In any case, there is another interesting thing here – that there is a number of typical error patterns. Not sure what you mean here, but if the error pattern is, for example, “division by zero”, then indeed it seems to be a single category, but there are infinite ways to get there and this is true for any other “single” error pattern. Without proper support from the language itself (type system, contracts, proof functions, etc.) the ability of the tool to detect such a bug is very limited, which normally leads to the limitation of the scope of codebase that can be analyzed. This in turn has high expense (tool integration, usage culture, unnecessarily defensive local coding patterns, etc.) with little or misleading added value.
As to why one chooses C++ there’s many possible reasons. The most popular ones are that C++ still provides the best compromise between efficient machine-level optimization and language constructs supporting object oriented and generic programming. Guess why it is still repeatedly chosen as “favorite” language in times of .net, java, RoR etc? Also dependence on existing libraries, frameworks etc. may be a factor, too. But as we’re in a C++ group here I don’t see the point in going any further on this bit…
In my eyes the most typical error patterns in C++ are non-virtual destructors in classes with virtual member functions, the unwanted use of standard implementations to some operators and constructors due to implicit conversion and messy memory management when objects keep references to heap-allocated storage from elsewhere (-> ownership). All of these problems can be kept relatively well under control by enforcing code conventions, e.g. using const references for function arguments whenever technically possible, by deriving complex classes from boost::noncopyable until copying is needed, also by sensible use of smart pointers.
C++ has a type system much better than some people think. There are ways to circumvent it in some situations but again that’s a problem that can be solved by code conventions. A particular strength of C++ in this respect are templates because they move resolving of types into compile time and help avoiding some of the ambiguities you may run across with dynamic binding. I don’t like complaining about the lack of strong typing while most people don’t even use what the language has to offer.
Finally, as I talked about code conventions, this is another point where static code checking comes in handy, as such tools support enforcing of code conventions (e.g. “you can make this parameter static const&”). I see this as a step in the build process. If for instance you need to call a non-const method on a const-ref parameter you’ll need to think about it – either make the parameter writable or – more often – make a copy of it, which will then make you think about if copying is supported at all. If the set of rules is well chosen you can avoid “bad practice” constructions (which may for instance make it impossible for a code analysis tool to determine memory ownership).
Now I see your point.
Still, I think there is a lot of space for misunderstanding here, as we probably have different expectations with regard to our tools. To continue with your example, the non-virtual destructors in polymorphic classes is indeed an error pattern, but one that does not require any depth of analysis to discover and no significant cost to fix. That is, it is rather the “oops I made a typo” kind of error rather than “oops I messed up the logic”. Such errors are very simple (they are results of easily identified language impurities) and reporting them with “static analysis” is nothing more than a glorified compiler warning. In fact, for this kind of assistance I tend to just switch on all orthodox compiler options and use more than one compiler (say g++ with VC++) to have enough information to clean the code with respect to such errors.

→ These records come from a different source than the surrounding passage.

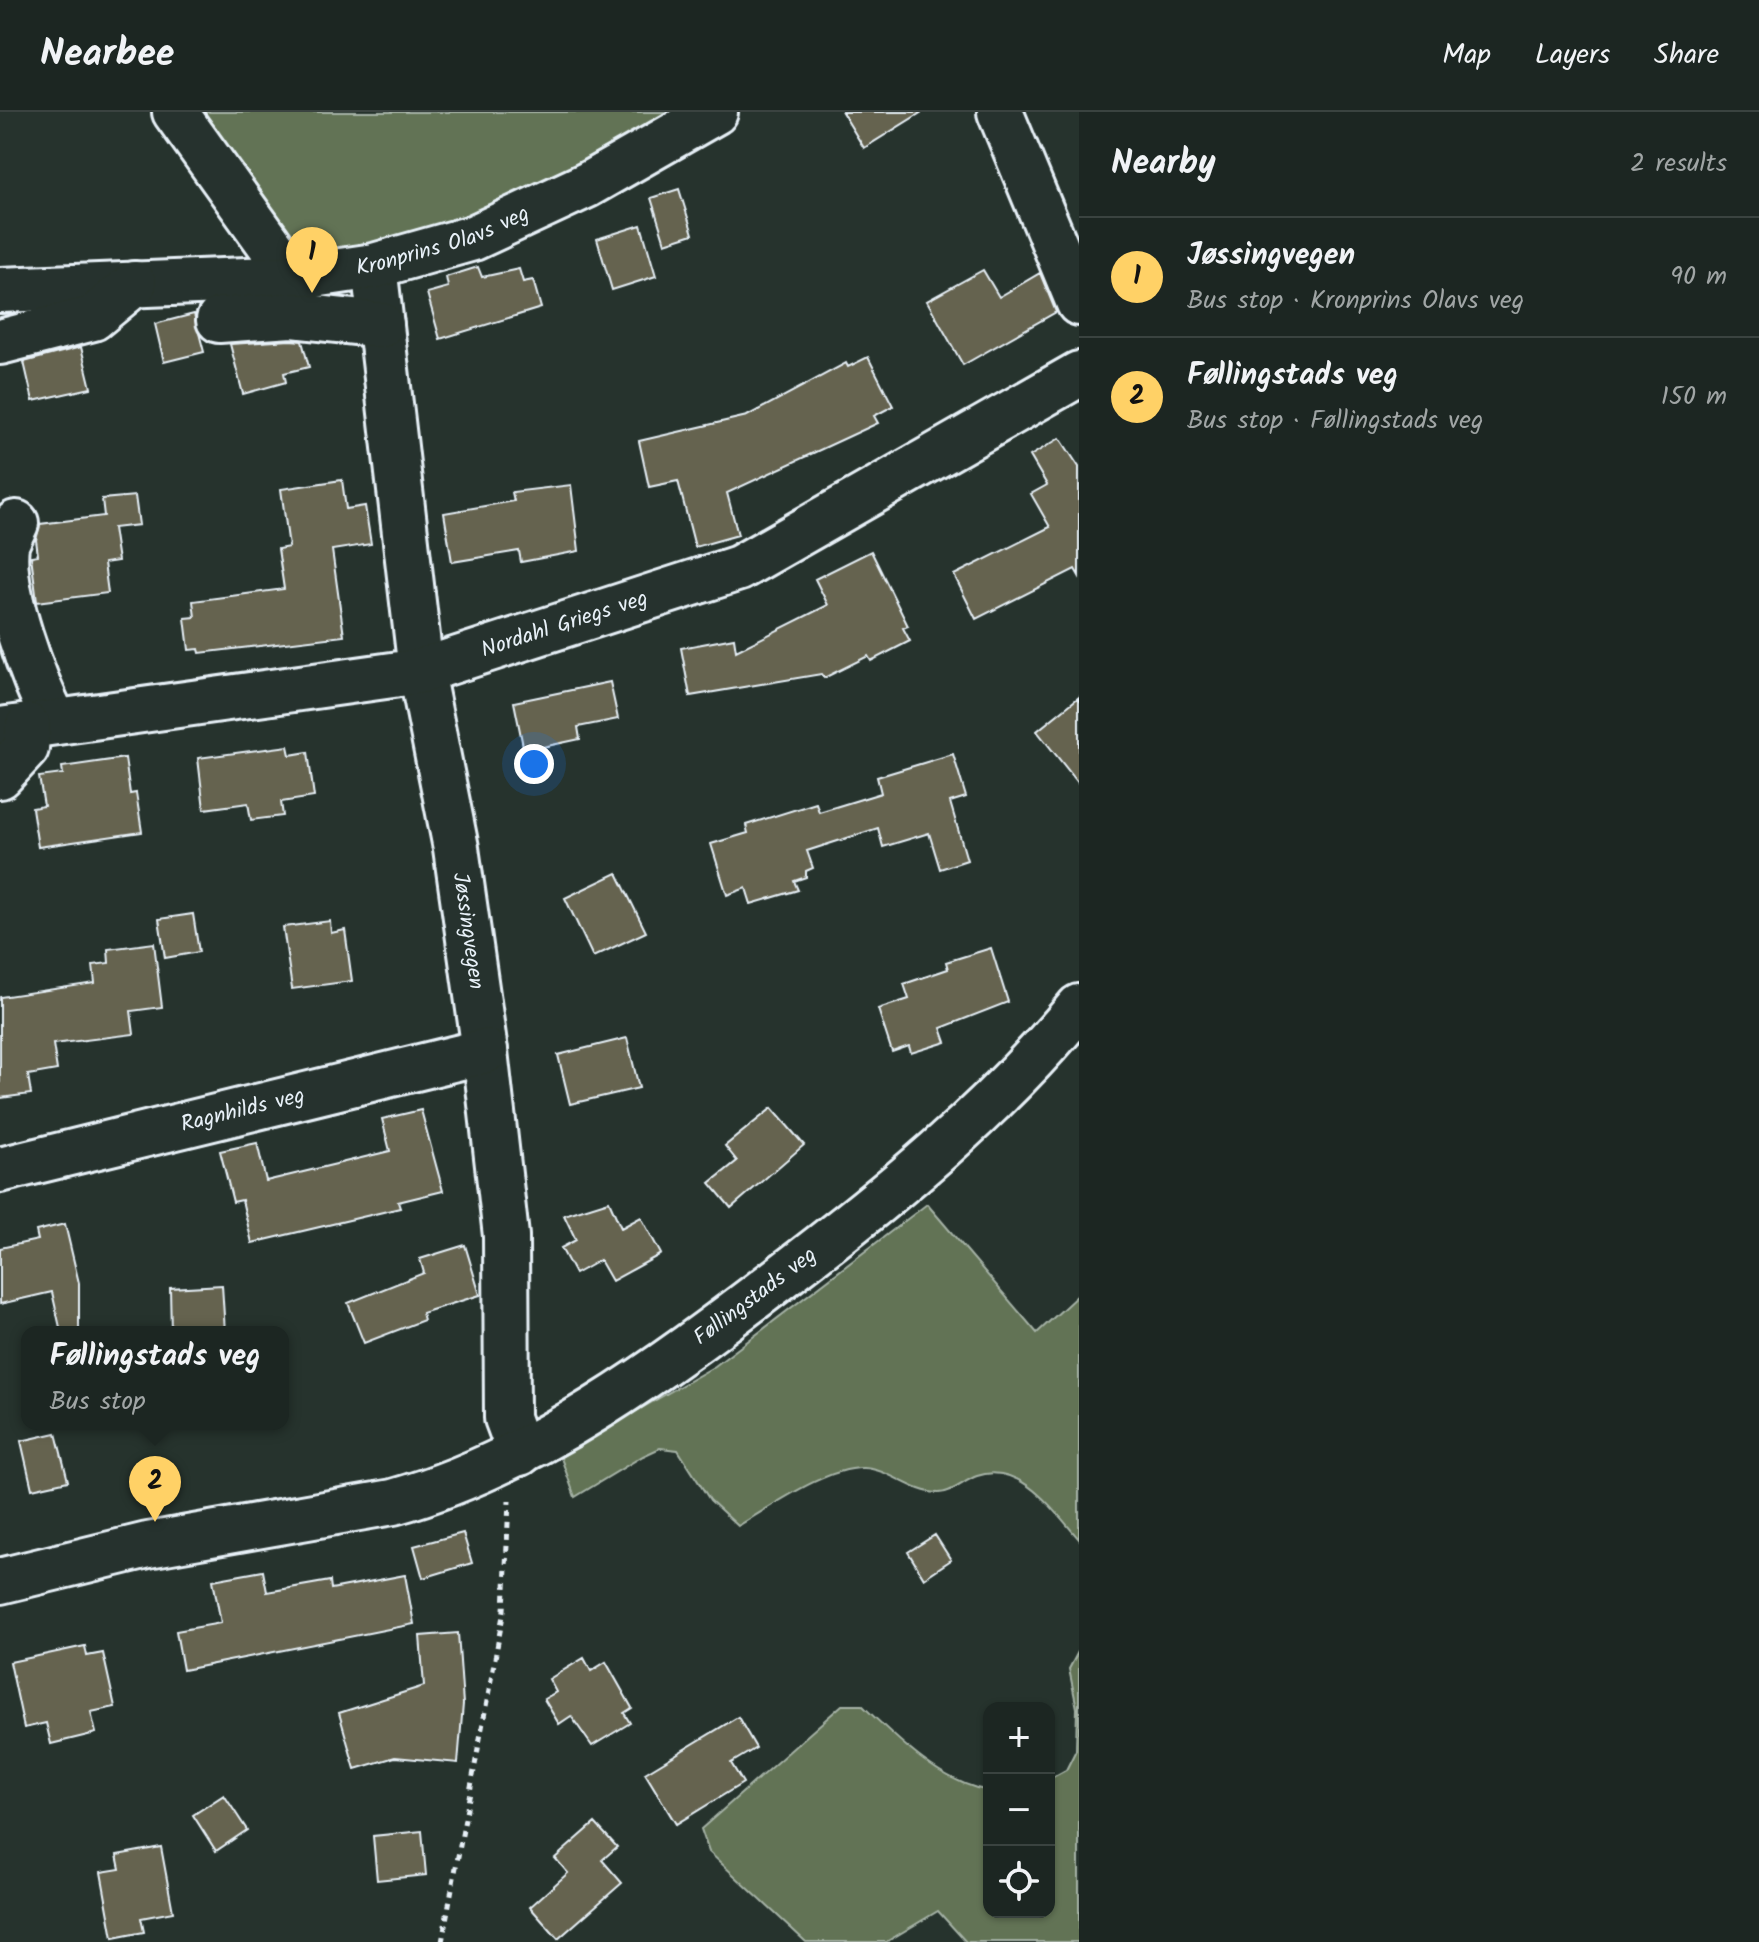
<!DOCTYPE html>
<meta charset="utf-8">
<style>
:root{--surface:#1c2622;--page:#29322f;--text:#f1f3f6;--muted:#a0a5a5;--line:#3a4340;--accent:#ffd166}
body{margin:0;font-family:Kalam,sans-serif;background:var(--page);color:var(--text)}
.controls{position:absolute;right:24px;bottom:24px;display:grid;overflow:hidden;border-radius:16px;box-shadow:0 2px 6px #0004}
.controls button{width:72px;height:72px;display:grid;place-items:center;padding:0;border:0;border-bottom:2px solid var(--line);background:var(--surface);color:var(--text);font:40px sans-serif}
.you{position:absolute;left:534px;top:652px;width:28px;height:28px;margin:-20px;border:6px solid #fff;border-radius:50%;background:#1a73e8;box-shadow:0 0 0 12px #1a73e833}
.badge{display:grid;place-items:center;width:52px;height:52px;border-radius:50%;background:var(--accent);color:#111;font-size:26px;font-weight:700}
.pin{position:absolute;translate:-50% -66px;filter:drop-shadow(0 2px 4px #0008)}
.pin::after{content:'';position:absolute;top:42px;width:28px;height:24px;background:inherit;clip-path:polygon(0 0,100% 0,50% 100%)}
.popup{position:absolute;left:21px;top:1214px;width:268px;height:104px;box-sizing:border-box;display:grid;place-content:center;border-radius:16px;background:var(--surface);filter:drop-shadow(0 2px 6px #0005);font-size:26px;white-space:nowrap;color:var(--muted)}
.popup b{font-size:30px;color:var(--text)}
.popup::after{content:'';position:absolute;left:50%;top:100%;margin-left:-16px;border:16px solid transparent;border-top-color:var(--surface)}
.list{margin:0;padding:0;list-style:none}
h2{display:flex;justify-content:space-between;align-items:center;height:104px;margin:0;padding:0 32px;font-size:34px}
h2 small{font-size:26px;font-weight:400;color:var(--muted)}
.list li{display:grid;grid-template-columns:52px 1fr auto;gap:24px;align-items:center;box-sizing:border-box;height:120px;padding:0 32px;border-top:2px solid var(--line)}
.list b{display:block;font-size:30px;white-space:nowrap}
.list p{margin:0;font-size:26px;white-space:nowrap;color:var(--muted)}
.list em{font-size:26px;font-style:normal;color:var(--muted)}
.icon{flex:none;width:44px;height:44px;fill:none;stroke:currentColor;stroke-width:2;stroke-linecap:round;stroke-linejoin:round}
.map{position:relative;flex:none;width:1079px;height:1830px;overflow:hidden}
header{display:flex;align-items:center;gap:48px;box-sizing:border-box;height:112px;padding:0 40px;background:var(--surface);border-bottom:2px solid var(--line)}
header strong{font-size:38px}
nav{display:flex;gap:44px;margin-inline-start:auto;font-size:28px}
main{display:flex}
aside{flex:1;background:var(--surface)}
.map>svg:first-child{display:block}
.green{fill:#627355;stroke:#a5b2a6;stroke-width:2}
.building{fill:#65634f;stroke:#e8f1f8;stroke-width:2}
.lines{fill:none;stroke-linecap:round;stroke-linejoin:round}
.minor-casing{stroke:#e8f1f8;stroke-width:50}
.path{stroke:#e8f1f8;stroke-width:5;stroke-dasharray:6 6;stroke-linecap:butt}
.minor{stroke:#26332d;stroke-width:44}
.labels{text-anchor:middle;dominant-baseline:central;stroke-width:6;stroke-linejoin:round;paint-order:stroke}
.street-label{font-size:22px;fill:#e8f1f8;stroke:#26332d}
</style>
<header>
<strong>Nearbee</strong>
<nav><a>Map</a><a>Layers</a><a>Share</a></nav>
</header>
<main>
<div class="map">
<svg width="1079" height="1830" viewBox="0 0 1079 1830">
<rect width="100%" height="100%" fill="#26332d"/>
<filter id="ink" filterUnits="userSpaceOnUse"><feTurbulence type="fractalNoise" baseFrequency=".0125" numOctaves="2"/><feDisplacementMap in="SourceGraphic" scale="16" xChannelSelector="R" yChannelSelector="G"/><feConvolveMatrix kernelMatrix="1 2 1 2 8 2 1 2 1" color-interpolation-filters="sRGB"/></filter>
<g filter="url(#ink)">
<!-- green -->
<path class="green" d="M 167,0 L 696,0 L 387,161 L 256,119 Z
M 927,1092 L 1037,1221 L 1079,1182 L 1079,1427 C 1054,1399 1021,1349 977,1364 C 965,1368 952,1381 939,1381 C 912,1381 890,1357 864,1356 C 826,1355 771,1395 738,1414 L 710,1388 L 678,1338 L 660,1336 L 643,1344 L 575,1385 L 560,1343 L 715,1254 Z
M 1079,1538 L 1079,1830 L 966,1830 L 938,1799 L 886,1830 L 806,1830 L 709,1740 L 701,1717 L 842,1593 L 862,1593 C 897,1627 939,1670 989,1679 L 989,1800 L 1049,1800 L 1049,1667 L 1066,1658 L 1076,1638 L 1077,1596 L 1069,1557 Z"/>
<!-- building -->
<path class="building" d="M 842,0 L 922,0 L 864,36 Z
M 679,77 L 693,122 L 665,131 L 651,86 Z
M 641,113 L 656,164 L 612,178 L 597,127 Z
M 478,155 L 482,165 L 519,157 L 523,170 L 533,168 L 541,196 L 440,227 L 427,181 L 448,175 L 446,165 Z
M 983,158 L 999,185 L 1040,161 L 1056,200 L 963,253 L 927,189 Z
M 194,202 L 204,240 L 164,250 L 155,212 Z
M 290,228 L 302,229 L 309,255 L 284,261 L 286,270 L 243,282 L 230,232 Z
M 81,235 L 91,276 L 33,289 L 24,250 Z
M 868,245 L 893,294 L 874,304 L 878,311 L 727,381 L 738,423 L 695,435 L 678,369 L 649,375 L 639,329 L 747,304 L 846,251 L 848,255 Z
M 1060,326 L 1079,355 L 1079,464 L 1075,457 L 976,507 L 954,463 L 1050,415 L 1031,382 L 1047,373 L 1030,344 Z
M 342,368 L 346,397 L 365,394 L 371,432 L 332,438 L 344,524 L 200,541 L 199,537 L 189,538 L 185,506 L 195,505 L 193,489 L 284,477 L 278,437 L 289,435 L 281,377 Z
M 571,373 L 579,439 L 521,450 L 519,439 L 452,450 L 444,401 L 514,389 L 512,380 Z
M 135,384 L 139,413 L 113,416 L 118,449 L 104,451 L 108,481 L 37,490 L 31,444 L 38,443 L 36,428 L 40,412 L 104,404 L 102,387 Z
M 871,439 L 908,514 L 903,516 L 910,529 L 871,549 L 868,544 L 824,566 L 821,562 L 690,584 L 681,536 L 734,526 L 736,539 L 828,493 L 815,467 Z
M 610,570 L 618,607 L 578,615 L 580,627 L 524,639 L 514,590 Z
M 1079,585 L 1079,672 L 1037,619 Z
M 288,634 L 290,643 L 308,640 L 314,685 L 281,690 L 283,704 L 251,708 L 248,691 L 204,697 L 198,646 Z
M 953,642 L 966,685 L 950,690 L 967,748 L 940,757 L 929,721 L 883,735 L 878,716 L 807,739 L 813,756 L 806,759 L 806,765 L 794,769 L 798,778 L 751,792 L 746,776 L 727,783 L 711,732 L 748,721 L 746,713 L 816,691 L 819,700 L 881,681 L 877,665 Z
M 125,646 L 130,682 L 136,681 L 142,720 L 38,735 L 32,696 L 44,694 L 39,665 L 63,662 L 62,655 Z
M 617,761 L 646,820 L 593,845 L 565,786 Z
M 193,802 L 199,840 L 165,846 L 159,807 Z
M 330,809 L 331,821 L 345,818 L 352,869 L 292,877 L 283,815 Z
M 154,831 L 162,895 L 131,899 L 134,922 L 53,932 L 57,958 L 28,963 L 31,982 L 0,986 L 0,885 L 95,871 L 93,853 L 109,851 L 108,837 Z
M 991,836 L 1008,890 L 941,916 L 946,930 L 911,941 L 909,934 L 892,940 L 878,897 L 909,887 L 904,872 L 948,857 L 946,850 Z
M 627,926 L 639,976 L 570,992 L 558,943 Z
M 772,996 L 804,1033 L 731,1096 L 710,1071 L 737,1049 L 725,1034 Z
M 421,998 L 443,1079 L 398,1090 L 400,1096 L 252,1131 L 242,1088 L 233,1090 L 220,1039 L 257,1031 L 266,1069 L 390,1039 L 382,1007 Z
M 609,1089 L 621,1116 L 641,1105 L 661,1142 L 612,1169 L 600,1148 L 575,1162 L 561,1136 L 576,1128 L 564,1103 Z
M 65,1112 L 79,1171 L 79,1220 L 61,1220 L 52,1180 L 0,1192 L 0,1136 L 38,1128 L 36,1119 Z
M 465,1133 L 480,1183 L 422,1201 L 424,1208 L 364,1231 L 348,1191 L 424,1161 L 420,1147 Z
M 222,1173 L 225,1220 L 171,1220 L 170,1176 Z
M 56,1321 L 68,1369 L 32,1377 L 21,1329 Z
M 463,1421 L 472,1451 L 423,1466 L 414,1434 Z
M 935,1423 L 951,1448 L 924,1466 L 908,1440 Z
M 263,1459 L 267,1480 L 330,1469 L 331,1477 L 405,1463 L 414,1512 L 183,1558 L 176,1519 L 221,1511 L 213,1468 Z
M 458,1521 L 463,1592 L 458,1651 L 395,1645 L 355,1657 L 339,1601 L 424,1574 L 420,1524 Z
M 85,1534 L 87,1544 L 103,1541 L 115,1595 L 91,1600 L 96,1621 L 51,1632 L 46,1611 L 24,1616 L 10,1550 Z
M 584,1546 L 591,1559 L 606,1550 L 632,1596 L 624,1601 L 630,1611 L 592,1634 L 571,1604 L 559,1612 L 544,1587 L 556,1580 L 549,1567 Z
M 738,1605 L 756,1636 L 731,1651 L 743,1671 L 676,1712 L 645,1661 Z
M 224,1683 L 247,1718 L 216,1739 L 193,1703 Z
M 595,1711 L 617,1735 L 602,1748 L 622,1771 L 558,1827 L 530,1795 L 568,1761 L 555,1746 Z
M 422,1719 L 426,1763 L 377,1768 L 373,1724 Z
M 161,1735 L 173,1800 L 141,1806 L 144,1820 L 113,1826 L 101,1760 L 120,1757 L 117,1743 Z"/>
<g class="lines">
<!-- minor casing -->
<g class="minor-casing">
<g id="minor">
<path d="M 175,0 L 294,166"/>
<path d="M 1000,0 L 1079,191"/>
<path id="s1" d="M 374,154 L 421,559 L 456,736 L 485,939 L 506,1124 L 507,1306 L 520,1341"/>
<path id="s2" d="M 0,178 L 294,166 L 374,154 L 473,126 L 587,73 L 715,0"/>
<path d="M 219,208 L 291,203 L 381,213"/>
<path d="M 0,230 L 93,206 L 134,172"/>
<path d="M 16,411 C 13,418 8,426 6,433 C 0,480 34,569 55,610"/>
<path id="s3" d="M 0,618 L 421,559 L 739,456 L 1079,262"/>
<path d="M 0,664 L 26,636 L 28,614"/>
<path id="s4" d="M 0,1058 L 485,939"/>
<path id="s5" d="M 0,1469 L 148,1433 L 393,1390 C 536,1350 662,1256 779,1167 C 887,1085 992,1000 1079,895"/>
</g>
</g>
<!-- path -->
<path class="path" d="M 442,1830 L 504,1498 L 509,1389"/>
<!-- minor -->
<use href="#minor" class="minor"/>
</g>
</g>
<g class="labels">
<!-- street labels -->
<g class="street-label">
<text stroke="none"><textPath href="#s2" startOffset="448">Kronprins Olavs veg</textPath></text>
<text stroke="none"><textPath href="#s3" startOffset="576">Nordahl Griegs veg</textPath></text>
<text stroke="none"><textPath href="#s1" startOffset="672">Jøssingvegen</textPath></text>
<text stroke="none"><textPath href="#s4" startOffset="250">Ragnhilds veg</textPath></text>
<text stroke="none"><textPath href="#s5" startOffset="820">Føllingstads veg</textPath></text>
</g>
</g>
</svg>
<div class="controls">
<button>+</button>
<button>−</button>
<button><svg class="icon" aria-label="locate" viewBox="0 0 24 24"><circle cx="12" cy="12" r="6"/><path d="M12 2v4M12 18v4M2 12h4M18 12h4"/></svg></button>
</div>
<div class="you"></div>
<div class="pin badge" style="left:312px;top:181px">1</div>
<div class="pin badge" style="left:155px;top:1410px">2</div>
<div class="popup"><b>Føllingstads veg</b>Bus stop</div>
</div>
<aside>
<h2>Nearby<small>2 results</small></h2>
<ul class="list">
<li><span class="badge">1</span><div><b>Jøssingvegen</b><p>Bus stop · Kronprins Olavs veg</p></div><em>90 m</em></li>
<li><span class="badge">2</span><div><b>Føllingstads veg</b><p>Bus stop · Føllingstads veg</p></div><em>150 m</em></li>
</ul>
</aside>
</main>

I wrote “static analysis” above in quotes as I’m not sure if the term is really deserved here. The problem is that having the code clean with respect to such language-related errors is very far from the state that would allow me to declare that the code is “bug free”. The bugs that I had to fight recently where just not there, so even if I have my destructors declared properly I’m still not feeling safe.
What I mean by static analysis is a process that can tell me whether my sorting function actually sorts or whether my I/O routines do only I/O and nothing else or whether a piece of the program has some expected timing properties like being non-blocking on all execution paths or having the progress guarantees for all possible input combinations. This is not sci-fi, but it requires much deeper analysis than discovery of missing keyword or flagging a surprising implicit conversion. I am not aware of any comprehensive tool that would be able to work with non-restricted C++ and offer this level of assistance.
And if it cannot do that, then it just does not have the added value that I expect.
I must admit I’ve never tried to verify the correctness of a sort algorithm using static code analysis (this sort of thing simply never was relevant in the projects I was involved in). I see the focus of tools like FlexeLint on technical errors. The non-virtual destructor is of course an over-simple example. It’s getting more interesting when dealing with implicit copying of objects through default assignment operators and copy constructors, then again – as mentioned – memory management. It’s been a while, but as far as I remember I also got lots of hints on things that might be wrong in algorithms, and I’d be really curious to see how well a recent version of the tool performs in that respect (my last contact with the tool dates back more than 4 years now)..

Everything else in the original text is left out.